### Work to be completed
Somewhere below are a line with "middle pip: (298, 134)" and a later line with "pinky dip: (303, 145)". Output exactly those lines and all lines between them.

━━━ Data shown ━━━

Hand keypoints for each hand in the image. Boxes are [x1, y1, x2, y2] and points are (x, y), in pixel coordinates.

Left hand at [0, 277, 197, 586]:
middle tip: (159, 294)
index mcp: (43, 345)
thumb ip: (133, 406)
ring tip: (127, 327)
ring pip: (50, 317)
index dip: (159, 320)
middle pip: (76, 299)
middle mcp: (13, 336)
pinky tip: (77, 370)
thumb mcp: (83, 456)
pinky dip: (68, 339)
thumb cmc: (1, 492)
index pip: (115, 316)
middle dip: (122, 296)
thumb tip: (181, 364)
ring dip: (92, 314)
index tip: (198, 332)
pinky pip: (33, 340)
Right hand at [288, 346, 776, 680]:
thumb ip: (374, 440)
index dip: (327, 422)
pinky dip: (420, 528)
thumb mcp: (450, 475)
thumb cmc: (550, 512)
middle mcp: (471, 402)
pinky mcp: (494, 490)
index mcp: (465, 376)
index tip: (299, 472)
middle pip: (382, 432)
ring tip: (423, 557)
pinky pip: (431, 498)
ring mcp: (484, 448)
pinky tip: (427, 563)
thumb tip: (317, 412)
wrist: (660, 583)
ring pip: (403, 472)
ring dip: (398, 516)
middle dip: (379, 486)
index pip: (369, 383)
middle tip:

━━━
━━━ Data shown ━━━

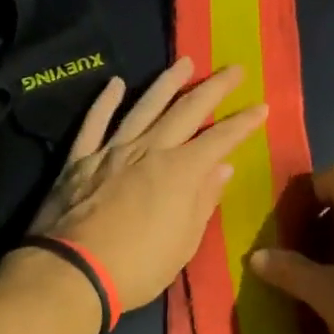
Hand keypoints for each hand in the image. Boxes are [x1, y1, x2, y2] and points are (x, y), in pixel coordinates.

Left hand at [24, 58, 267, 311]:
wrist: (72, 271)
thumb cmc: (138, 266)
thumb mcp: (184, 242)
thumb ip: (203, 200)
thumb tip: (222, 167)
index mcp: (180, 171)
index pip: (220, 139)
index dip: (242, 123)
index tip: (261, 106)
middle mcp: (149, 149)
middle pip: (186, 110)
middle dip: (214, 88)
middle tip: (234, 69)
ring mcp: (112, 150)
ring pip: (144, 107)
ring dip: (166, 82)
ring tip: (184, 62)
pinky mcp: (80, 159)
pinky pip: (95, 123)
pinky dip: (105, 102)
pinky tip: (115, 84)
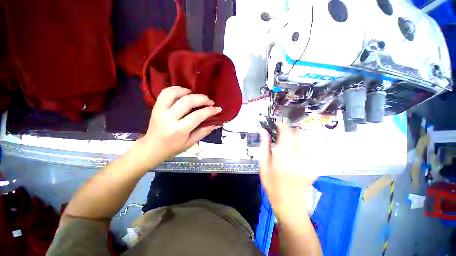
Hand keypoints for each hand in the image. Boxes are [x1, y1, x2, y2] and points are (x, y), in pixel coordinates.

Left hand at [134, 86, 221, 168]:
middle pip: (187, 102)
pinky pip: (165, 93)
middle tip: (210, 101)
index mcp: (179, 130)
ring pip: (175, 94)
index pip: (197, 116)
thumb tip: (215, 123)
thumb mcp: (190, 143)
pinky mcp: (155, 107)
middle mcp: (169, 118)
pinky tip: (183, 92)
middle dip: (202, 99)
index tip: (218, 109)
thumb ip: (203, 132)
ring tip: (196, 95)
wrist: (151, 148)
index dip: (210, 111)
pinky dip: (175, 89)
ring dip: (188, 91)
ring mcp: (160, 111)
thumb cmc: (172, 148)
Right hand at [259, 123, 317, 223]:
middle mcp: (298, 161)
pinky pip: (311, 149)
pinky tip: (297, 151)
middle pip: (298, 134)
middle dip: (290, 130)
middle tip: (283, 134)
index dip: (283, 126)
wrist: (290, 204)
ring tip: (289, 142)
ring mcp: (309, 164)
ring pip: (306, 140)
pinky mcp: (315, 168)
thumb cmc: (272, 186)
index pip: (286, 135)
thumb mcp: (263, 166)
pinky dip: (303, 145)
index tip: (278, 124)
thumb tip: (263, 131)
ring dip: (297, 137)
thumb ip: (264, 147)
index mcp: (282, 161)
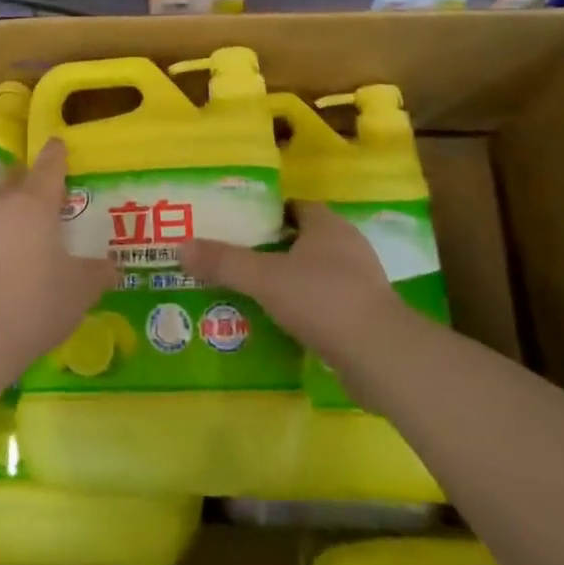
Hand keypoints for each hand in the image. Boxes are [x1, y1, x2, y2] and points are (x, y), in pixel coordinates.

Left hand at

━━━

### Response below
middle pip: (298, 134)
middle dip: (290, 130)
middle tip: (283, 134)
index dip: (283, 126)
wrist: (290, 204)
ring tip: (289, 142)
ring mcp: (309, 164)
ring pip: (306, 140)
pinky mcp: (315, 168)
thumb cmc: (272, 186)
index pip: (286, 135)
thumb mcp: (263, 166)
pinky dip: (303, 145)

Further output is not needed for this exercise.